> _TASK_
Scan the records below for the line with "Build a routing" and the line with "Write the network". Repeat those two lines and every line between them exactly, and nothing else.
(Beginning of DATASET)
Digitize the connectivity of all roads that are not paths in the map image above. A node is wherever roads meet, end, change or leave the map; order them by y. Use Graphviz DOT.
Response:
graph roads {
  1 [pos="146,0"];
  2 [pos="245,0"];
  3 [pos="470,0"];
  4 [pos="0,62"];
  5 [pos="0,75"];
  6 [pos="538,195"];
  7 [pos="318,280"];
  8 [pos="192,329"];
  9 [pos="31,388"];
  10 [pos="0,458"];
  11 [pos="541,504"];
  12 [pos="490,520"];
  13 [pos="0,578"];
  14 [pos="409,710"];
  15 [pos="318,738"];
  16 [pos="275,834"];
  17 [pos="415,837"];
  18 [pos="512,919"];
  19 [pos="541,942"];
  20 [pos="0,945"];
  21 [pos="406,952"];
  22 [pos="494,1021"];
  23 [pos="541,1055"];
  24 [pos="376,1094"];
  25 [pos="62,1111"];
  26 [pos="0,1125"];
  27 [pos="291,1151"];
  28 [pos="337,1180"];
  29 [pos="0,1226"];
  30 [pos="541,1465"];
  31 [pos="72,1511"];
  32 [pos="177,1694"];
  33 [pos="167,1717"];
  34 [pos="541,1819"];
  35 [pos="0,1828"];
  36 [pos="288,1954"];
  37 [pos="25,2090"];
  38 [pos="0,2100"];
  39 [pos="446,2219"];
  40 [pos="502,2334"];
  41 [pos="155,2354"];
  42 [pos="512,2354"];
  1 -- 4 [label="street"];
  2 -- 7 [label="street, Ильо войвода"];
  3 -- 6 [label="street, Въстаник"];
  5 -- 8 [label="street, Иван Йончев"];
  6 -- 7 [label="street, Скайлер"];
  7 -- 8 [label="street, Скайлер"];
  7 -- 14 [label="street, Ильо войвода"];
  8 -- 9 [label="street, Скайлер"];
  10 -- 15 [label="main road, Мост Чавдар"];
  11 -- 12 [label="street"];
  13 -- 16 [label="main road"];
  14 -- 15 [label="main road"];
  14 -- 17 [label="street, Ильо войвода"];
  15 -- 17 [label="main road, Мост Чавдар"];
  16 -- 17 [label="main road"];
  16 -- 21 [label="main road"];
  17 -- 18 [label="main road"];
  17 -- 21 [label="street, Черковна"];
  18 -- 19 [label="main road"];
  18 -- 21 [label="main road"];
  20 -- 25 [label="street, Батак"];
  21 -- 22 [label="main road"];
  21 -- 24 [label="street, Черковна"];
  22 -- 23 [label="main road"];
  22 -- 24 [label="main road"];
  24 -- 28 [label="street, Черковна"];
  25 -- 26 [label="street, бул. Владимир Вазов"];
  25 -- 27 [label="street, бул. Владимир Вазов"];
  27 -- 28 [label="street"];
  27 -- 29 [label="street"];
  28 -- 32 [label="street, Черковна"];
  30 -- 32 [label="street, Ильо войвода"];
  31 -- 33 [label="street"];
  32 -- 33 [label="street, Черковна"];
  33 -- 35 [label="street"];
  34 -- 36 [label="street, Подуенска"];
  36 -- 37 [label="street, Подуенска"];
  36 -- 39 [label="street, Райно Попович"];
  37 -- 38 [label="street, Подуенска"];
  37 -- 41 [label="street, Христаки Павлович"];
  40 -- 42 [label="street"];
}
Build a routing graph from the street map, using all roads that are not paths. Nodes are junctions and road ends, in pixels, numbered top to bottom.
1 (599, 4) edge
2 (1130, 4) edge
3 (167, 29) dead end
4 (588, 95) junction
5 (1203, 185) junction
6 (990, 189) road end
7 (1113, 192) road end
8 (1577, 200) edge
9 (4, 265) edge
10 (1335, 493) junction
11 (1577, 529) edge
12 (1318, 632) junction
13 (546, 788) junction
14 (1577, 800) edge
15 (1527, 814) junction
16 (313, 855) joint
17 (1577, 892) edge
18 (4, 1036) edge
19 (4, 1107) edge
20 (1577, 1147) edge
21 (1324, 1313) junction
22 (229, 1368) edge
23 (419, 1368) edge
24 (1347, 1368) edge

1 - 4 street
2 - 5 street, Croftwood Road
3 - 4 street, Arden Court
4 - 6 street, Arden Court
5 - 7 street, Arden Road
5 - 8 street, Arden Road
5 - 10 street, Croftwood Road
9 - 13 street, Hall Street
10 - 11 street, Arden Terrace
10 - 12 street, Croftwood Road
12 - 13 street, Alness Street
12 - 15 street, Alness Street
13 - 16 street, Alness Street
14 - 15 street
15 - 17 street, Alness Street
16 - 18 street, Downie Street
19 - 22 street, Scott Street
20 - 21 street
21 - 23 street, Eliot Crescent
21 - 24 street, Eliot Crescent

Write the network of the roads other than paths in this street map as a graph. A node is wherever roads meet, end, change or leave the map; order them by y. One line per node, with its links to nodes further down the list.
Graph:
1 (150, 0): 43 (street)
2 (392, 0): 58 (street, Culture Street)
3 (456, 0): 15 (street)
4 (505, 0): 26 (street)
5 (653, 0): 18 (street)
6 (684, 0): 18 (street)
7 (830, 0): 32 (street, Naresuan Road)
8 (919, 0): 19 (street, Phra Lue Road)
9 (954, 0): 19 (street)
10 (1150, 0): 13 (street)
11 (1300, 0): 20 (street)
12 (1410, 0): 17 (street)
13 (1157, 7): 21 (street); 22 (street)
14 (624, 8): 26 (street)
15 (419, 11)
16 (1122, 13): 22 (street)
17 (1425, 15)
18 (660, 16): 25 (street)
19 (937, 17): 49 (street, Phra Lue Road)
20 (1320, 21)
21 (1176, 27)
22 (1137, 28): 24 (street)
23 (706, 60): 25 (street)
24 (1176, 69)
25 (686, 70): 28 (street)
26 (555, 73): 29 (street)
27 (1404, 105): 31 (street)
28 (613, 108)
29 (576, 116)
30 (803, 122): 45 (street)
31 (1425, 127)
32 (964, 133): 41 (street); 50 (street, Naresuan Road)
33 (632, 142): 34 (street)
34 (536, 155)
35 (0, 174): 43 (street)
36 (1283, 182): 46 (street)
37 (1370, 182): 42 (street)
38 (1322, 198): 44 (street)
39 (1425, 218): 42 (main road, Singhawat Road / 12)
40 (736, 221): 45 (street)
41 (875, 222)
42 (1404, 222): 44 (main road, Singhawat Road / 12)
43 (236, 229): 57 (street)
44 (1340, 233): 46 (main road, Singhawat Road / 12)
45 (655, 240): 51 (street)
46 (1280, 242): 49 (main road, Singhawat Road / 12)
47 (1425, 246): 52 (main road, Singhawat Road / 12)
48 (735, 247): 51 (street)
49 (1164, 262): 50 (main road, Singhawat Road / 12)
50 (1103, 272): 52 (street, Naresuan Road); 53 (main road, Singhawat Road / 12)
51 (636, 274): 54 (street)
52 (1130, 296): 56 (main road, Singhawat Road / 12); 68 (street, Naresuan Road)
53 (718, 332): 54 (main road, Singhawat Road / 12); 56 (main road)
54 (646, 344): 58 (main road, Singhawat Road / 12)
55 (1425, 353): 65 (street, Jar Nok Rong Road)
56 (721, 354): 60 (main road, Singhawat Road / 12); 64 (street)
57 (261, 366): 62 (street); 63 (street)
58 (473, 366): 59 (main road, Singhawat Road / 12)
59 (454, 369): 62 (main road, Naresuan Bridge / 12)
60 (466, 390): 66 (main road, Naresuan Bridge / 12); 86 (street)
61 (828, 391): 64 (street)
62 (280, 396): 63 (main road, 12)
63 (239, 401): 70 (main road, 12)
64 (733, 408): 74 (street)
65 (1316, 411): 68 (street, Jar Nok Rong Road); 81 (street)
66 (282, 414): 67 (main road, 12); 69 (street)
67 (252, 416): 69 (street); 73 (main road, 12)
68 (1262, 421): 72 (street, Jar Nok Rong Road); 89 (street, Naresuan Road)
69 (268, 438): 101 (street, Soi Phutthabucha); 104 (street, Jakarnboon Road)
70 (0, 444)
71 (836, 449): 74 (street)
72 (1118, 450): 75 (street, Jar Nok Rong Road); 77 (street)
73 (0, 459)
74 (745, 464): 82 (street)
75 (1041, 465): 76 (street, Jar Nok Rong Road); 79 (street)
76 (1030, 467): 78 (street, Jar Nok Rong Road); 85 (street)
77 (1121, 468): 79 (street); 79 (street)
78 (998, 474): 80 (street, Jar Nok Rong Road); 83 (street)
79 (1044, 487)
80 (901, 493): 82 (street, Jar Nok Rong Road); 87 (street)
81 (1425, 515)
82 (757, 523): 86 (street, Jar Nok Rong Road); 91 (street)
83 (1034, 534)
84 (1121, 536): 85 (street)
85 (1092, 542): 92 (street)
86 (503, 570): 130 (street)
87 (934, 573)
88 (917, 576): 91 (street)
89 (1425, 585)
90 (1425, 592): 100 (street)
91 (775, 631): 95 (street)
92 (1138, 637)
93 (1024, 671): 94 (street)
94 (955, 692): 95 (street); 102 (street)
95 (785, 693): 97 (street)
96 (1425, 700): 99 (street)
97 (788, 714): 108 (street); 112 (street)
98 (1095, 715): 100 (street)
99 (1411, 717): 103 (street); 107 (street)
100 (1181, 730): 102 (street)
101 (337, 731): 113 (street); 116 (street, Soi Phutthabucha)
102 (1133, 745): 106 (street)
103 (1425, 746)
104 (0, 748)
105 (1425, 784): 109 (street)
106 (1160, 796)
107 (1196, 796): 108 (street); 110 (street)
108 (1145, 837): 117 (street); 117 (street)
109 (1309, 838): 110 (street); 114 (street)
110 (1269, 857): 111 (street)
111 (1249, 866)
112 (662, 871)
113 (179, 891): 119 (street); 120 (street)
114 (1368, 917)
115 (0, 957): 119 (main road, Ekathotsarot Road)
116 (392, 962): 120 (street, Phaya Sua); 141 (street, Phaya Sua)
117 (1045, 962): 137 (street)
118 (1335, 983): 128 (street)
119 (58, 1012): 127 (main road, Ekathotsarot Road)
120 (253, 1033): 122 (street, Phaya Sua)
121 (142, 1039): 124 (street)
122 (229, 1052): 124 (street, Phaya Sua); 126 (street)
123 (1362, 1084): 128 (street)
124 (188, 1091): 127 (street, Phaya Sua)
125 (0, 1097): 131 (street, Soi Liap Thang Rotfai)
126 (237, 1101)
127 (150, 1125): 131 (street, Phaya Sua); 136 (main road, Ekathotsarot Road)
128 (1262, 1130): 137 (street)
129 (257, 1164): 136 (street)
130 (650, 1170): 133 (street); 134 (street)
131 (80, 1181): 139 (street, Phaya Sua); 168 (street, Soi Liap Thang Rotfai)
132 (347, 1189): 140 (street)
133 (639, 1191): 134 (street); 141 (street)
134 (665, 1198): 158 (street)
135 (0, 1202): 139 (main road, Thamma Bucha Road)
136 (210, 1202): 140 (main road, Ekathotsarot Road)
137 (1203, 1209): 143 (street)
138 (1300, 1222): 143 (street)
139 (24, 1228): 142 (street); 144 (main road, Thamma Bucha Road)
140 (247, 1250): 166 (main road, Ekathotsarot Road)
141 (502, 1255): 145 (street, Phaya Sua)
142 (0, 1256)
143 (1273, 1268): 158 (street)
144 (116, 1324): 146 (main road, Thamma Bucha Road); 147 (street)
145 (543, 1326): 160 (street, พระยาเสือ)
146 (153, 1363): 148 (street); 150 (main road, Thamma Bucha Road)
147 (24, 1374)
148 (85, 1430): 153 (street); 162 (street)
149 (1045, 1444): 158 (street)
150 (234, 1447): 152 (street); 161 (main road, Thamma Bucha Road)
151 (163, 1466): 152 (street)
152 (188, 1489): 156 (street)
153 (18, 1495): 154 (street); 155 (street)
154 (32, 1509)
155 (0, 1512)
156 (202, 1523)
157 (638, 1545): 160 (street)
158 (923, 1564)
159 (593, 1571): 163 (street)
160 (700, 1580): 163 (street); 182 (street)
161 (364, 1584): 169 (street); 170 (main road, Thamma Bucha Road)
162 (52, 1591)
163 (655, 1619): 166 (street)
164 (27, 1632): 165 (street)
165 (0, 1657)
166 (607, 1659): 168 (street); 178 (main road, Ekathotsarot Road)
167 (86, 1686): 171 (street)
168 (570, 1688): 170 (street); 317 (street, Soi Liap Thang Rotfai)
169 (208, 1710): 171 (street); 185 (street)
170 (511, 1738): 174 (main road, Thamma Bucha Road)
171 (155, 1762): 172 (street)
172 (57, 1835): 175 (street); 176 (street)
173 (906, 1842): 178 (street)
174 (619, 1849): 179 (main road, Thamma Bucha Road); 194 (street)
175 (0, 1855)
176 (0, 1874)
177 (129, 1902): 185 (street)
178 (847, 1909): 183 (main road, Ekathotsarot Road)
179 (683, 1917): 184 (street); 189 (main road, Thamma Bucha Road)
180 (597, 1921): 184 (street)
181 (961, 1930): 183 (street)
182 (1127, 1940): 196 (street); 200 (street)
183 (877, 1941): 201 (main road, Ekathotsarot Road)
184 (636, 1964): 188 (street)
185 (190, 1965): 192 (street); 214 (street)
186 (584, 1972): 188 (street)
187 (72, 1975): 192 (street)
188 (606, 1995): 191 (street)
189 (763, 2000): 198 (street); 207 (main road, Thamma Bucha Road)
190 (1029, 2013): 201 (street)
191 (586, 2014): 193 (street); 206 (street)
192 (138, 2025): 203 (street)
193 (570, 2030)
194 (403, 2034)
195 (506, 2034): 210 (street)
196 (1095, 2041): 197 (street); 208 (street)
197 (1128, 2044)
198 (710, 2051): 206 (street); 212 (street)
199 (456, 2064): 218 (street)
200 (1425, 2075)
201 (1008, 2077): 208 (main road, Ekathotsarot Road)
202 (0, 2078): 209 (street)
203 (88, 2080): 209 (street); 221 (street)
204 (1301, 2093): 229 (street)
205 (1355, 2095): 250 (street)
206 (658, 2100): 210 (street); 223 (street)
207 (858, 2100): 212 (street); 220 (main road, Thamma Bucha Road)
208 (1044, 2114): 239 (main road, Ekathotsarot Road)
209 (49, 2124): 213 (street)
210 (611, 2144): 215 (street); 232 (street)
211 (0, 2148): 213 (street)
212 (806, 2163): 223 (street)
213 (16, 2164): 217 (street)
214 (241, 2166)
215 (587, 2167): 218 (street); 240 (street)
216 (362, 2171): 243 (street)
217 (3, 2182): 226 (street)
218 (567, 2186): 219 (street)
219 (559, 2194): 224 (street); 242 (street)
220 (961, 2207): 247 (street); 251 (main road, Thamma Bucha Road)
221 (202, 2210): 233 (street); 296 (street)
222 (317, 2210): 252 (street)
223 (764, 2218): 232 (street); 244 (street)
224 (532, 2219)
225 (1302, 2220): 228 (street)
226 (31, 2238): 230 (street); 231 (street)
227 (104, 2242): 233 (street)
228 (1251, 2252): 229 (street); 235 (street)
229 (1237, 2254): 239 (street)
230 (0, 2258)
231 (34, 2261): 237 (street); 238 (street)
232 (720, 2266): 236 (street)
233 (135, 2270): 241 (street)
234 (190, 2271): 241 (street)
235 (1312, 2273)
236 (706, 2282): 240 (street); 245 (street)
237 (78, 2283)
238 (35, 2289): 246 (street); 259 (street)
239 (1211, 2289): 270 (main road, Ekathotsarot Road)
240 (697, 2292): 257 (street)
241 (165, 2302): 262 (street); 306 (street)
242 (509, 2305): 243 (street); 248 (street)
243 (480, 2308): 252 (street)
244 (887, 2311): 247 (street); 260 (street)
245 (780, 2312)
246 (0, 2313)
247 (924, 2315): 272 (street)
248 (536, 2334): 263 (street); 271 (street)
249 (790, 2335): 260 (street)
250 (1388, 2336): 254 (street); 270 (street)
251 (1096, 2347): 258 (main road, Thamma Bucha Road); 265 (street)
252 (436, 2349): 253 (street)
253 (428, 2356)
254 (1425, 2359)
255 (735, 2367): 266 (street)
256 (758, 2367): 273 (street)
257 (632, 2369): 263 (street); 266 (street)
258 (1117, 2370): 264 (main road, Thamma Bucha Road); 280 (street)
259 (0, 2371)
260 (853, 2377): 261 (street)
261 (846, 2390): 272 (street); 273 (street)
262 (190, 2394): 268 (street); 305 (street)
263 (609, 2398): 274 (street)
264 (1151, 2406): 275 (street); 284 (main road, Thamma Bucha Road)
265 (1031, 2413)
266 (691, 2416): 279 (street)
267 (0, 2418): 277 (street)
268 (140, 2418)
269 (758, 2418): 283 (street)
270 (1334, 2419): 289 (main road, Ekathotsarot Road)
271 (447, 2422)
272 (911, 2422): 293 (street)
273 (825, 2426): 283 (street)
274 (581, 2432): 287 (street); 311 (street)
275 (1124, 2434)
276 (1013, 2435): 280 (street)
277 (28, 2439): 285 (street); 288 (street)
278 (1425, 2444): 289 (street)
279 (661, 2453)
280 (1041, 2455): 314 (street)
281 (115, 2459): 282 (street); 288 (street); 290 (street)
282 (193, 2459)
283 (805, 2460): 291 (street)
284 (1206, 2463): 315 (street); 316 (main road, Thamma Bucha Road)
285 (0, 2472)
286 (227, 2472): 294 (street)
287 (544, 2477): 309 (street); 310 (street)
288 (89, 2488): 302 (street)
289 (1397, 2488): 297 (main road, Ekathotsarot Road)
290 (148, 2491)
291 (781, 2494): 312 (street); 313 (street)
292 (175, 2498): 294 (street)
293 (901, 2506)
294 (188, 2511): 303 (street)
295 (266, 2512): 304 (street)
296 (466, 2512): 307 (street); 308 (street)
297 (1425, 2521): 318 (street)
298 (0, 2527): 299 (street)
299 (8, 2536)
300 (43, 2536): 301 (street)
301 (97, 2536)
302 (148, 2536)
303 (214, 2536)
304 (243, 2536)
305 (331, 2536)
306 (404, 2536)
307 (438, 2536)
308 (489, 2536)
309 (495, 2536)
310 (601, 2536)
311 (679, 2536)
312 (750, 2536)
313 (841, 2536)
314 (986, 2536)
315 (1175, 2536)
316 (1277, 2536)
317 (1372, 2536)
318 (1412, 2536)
(End of DATASET)
> _SOLUTION TO THIS TASK_
Build a routing graph from the street map, using all roads that are not paths. Nodes are junctions and road ends, in pixels, numbered top to bottom.
1 (599, 4) edge
2 (1130, 4) edge
3 (167, 29) dead end
4 (588, 95) junction
5 (1203, 185) junction
6 (990, 189) road end
7 (1113, 192) road end
8 (1577, 200) edge
9 (4, 265) edge
10 (1335, 493) junction
11 (1577, 529) edge
12 (1318, 632) junction
13 (546, 788) junction
14 (1577, 800) edge
15 (1527, 814) junction
16 (313, 855) joint
17 (1577, 892) edge
18 (4, 1036) edge
19 (4, 1107) edge
20 (1577, 1147) edge
21 (1324, 1313) junction
22 (229, 1368) edge
23 (419, 1368) edge
24 (1347, 1368) edge

1 - 4 street
2 - 5 street, Croftwood Road
3 - 4 street, Arden Court
4 - 6 street, Arden Court
5 - 7 street, Arden Road
5 - 8 street, Arden Road
5 - 10 street, Croftwood Road
9 - 13 street, Hall Street
10 - 11 street, Arden Terrace
10 - 12 street, Croftwood Road
12 - 13 street, Alness Street
12 - 15 street, Alness Street
13 - 16 street, Alness Street
14 - 15 street
15 - 17 street, Alness Street
16 - 18 street, Downie Street
19 - 22 street, Scott Street
20 - 21 street
21 - 23 street, Eliot Crescent
21 - 24 street, Eliot Crescent

Write the network of the roads other than paths in this street map as a graph. A node is wherever roads meet, end, change or leave the map; order them by y. One line per node, with its links to nodes further down the list.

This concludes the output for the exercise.